Let's do the old Greek "We'll have to see" "Let's see what's gonna happen" "Let's see what they're gonna do" thing.
You and your buds keep up this dumb-ass rhetoric and the minions will burn many more effigies..
Thanks! I always appreciate hearing your comments about Turkey.
Greece will not be responsible for a thing. It is what the EU does. Note Scotland and England devolution.
Check #32 for a research paper on our flag.
In addition, the old Turkish color symbolism seems to have been used in a lot of fairy tales ancient and modern. I was especially intrigued by the north/black, east/blue, south/red, and west/white color symbols. In L. Frank Baum's modern fairy tale The Wizard of Oz, Oz's color scheme is similar: blue/East, yellow/West, red/South, and purple/North.
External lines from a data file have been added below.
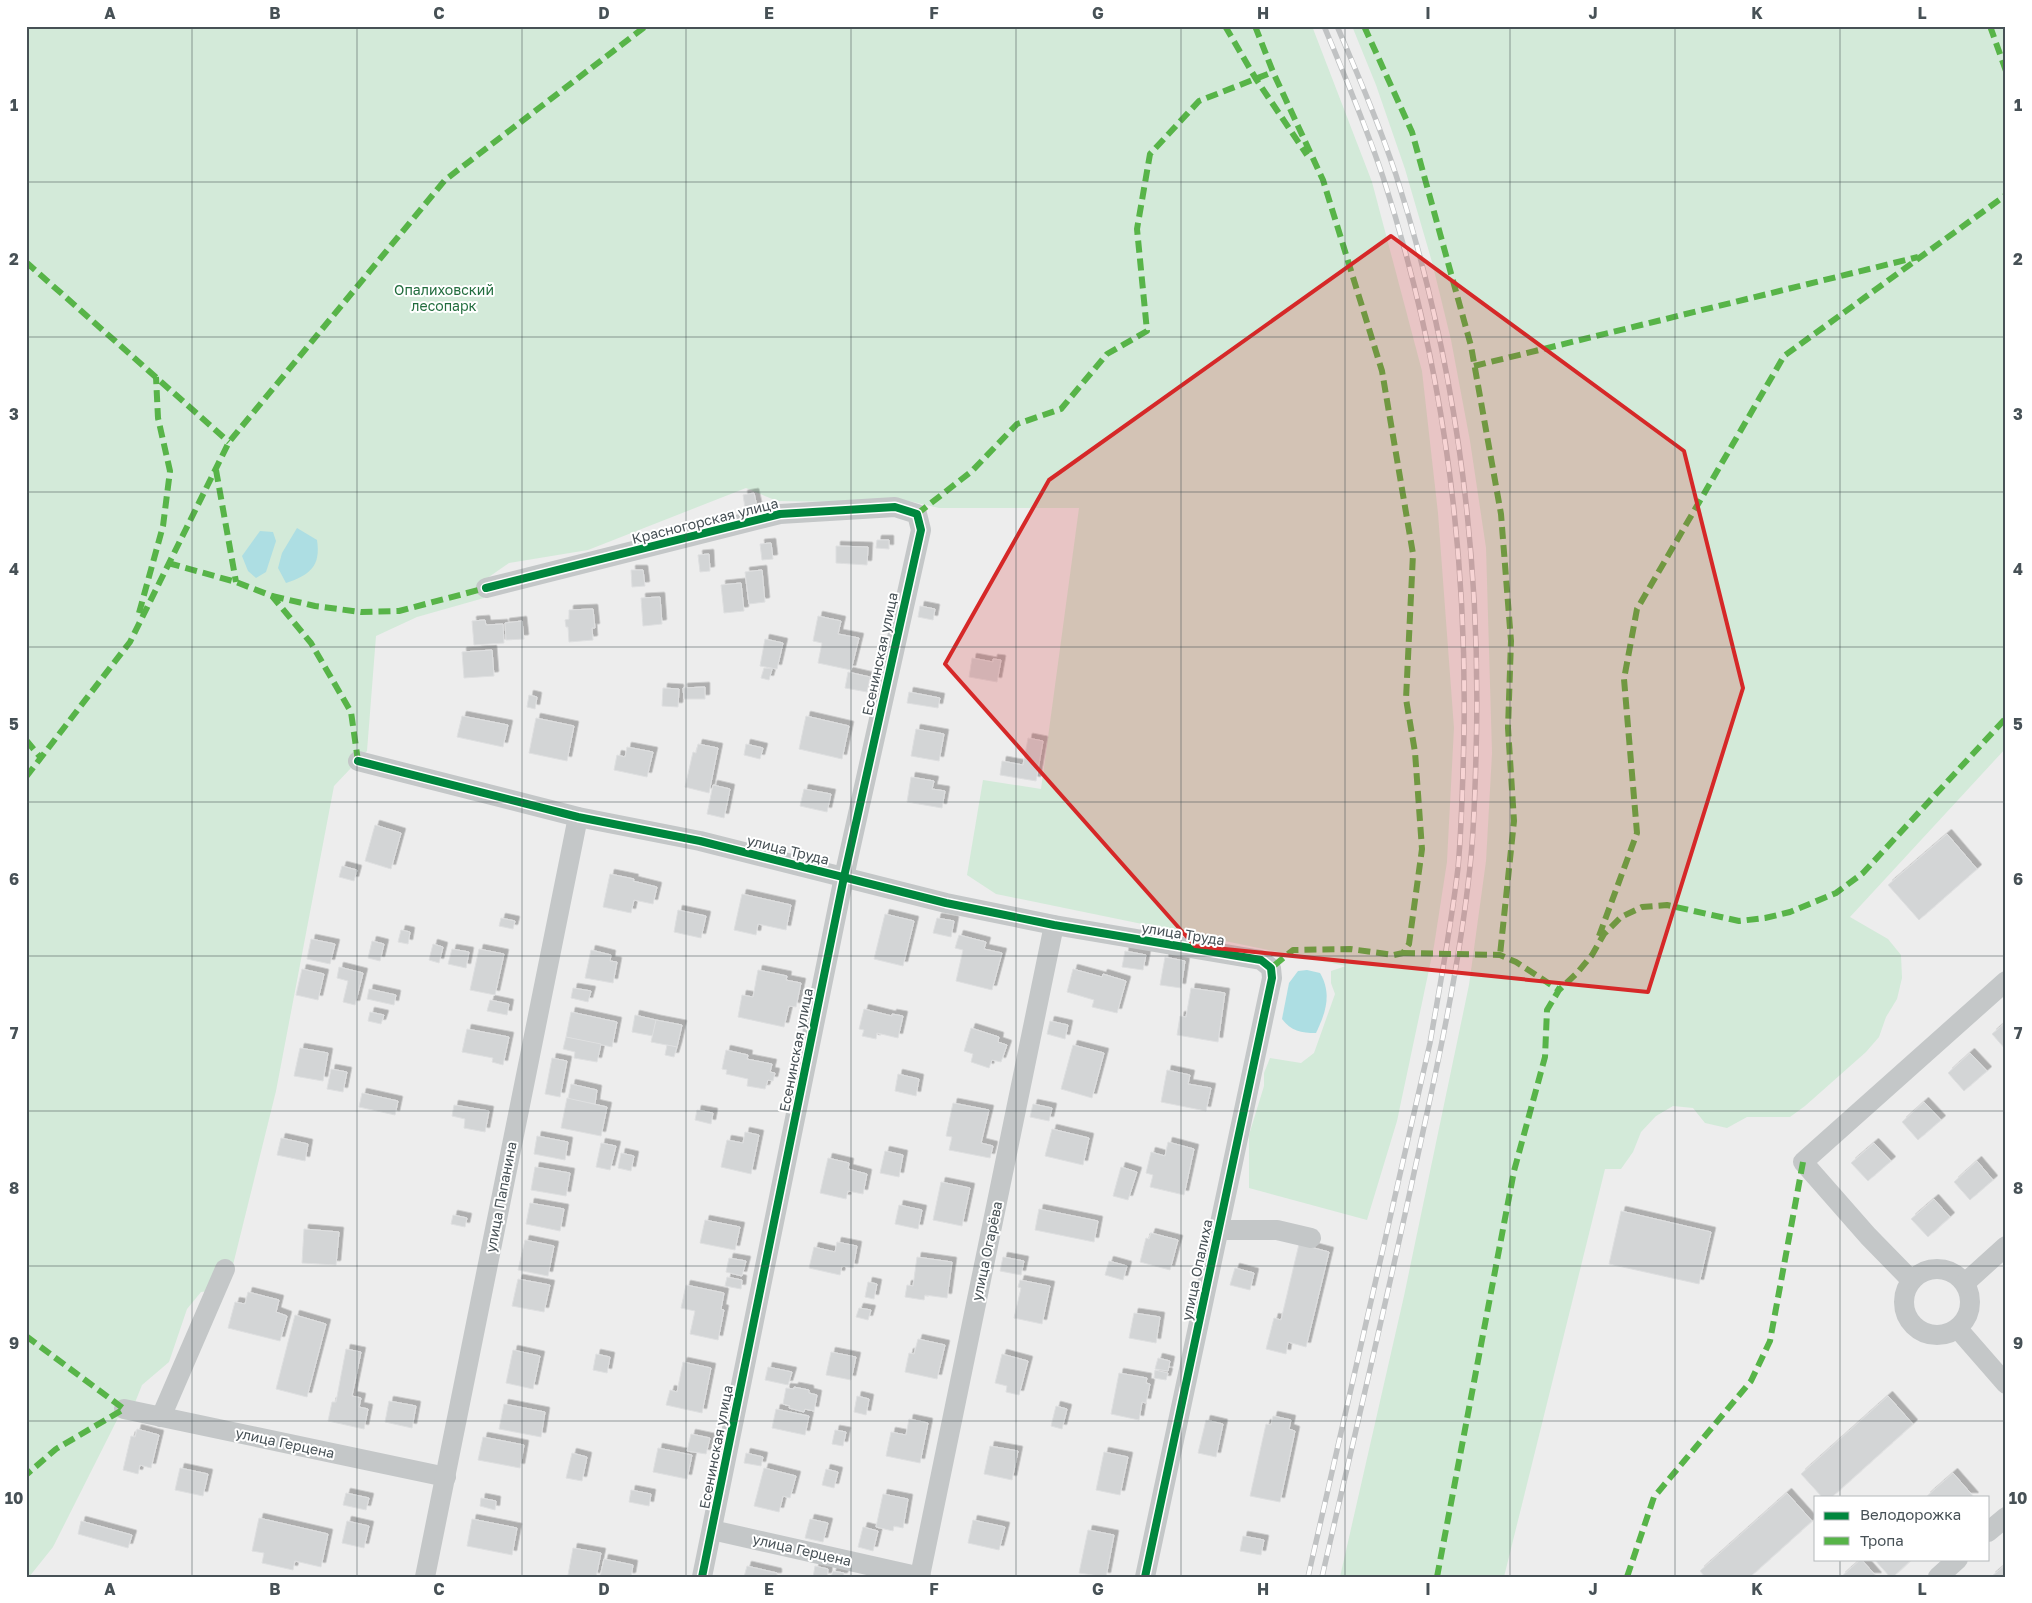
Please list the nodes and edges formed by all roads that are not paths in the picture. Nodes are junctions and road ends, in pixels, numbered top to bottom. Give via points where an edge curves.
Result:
1 (921, 530) joint
2 (486, 588) dead end
3 (358, 762) dead end
4 (578, 816) junction
5 (844, 877) junction
6 (1054, 925) junction
7 (1271, 968) joint
8 (2006, 981) edge
9 (1218, 1230) junction
10 (1312, 1238) dead end
11 (2006, 1246) edge
12 (225, 1269) dead end
13 (1911, 1280) junction
14 (1965, 1283) junction
15 (1958, 1329) junction
16 (2006, 1384) edge
17 (124, 1409) dead end
18 (162, 1417) junction
19 (446, 1476) junction
20 (2006, 1517) edge
21 (712, 1530) junction
22 (1990, 1530) edge
23 (1957, 1560) edge
24 (425, 1577) edge
25 (702, 1577) edge
26 (920, 1577) edge
27 (1145, 1577) edge
28 (1938, 1577) edge

1 - 2 street, Красногорская улица via 916,514 895,507 780,514
1 - 5 street, Есенинская улица
3 - 4 street, улица Труда
4 - 5 street, улица Труда via 700,841
4 - 19 street, улица Папанина
5 - 6 street, улица Труда via 946,903
5 - 21 street, Есенинская улица
6 - 7 street, улица Труда via 1261,960
6 - 26 street, улица Огарёва
7 - 9 street, улица Опалиха via 1272,978
8 - 13 street via 1803,1162
9 - 10 street via 1277,1230
9 - 27 street, улица Опалиха
11 - 14 street
12 - 18 street
13 - 14 street via 1928,1269 1949,1270
13 - 15 street via 1903,1298 1906,1317 1920,1332 1939,1336
14 - 15 street via 1971,1299 1968,1316
15 - 16 street
17 - 18 street, улица Герцена
18 - 19 street, улица Герцена
19 - 24 street, улица Папанина
20 - 22 street
21 - 25 street, Есенинская улица
21 - 26 street, улица Герцена
23 - 28 street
But back to the point at hand: what I got from the article is that the crescent moon/star image is an ancient one that goes back to the proto-Indo-European people of Central Asia thousands of years before the rise of Islam.
Turkish is related to Korean and Japanese. Barbarian invasions and migrations brought them to the civilized West.
The star and crecent is the symbol if Islam - its cross if you will- origins probably with the pagan goddess Ishtar.
What did the Greeks have to do with any of this? This is between Turkey and the EU.
What is Turkey and the EU? Burning the effigy of the patriarch?
The moon, the sun and Destro's all seeing (*) blind eye.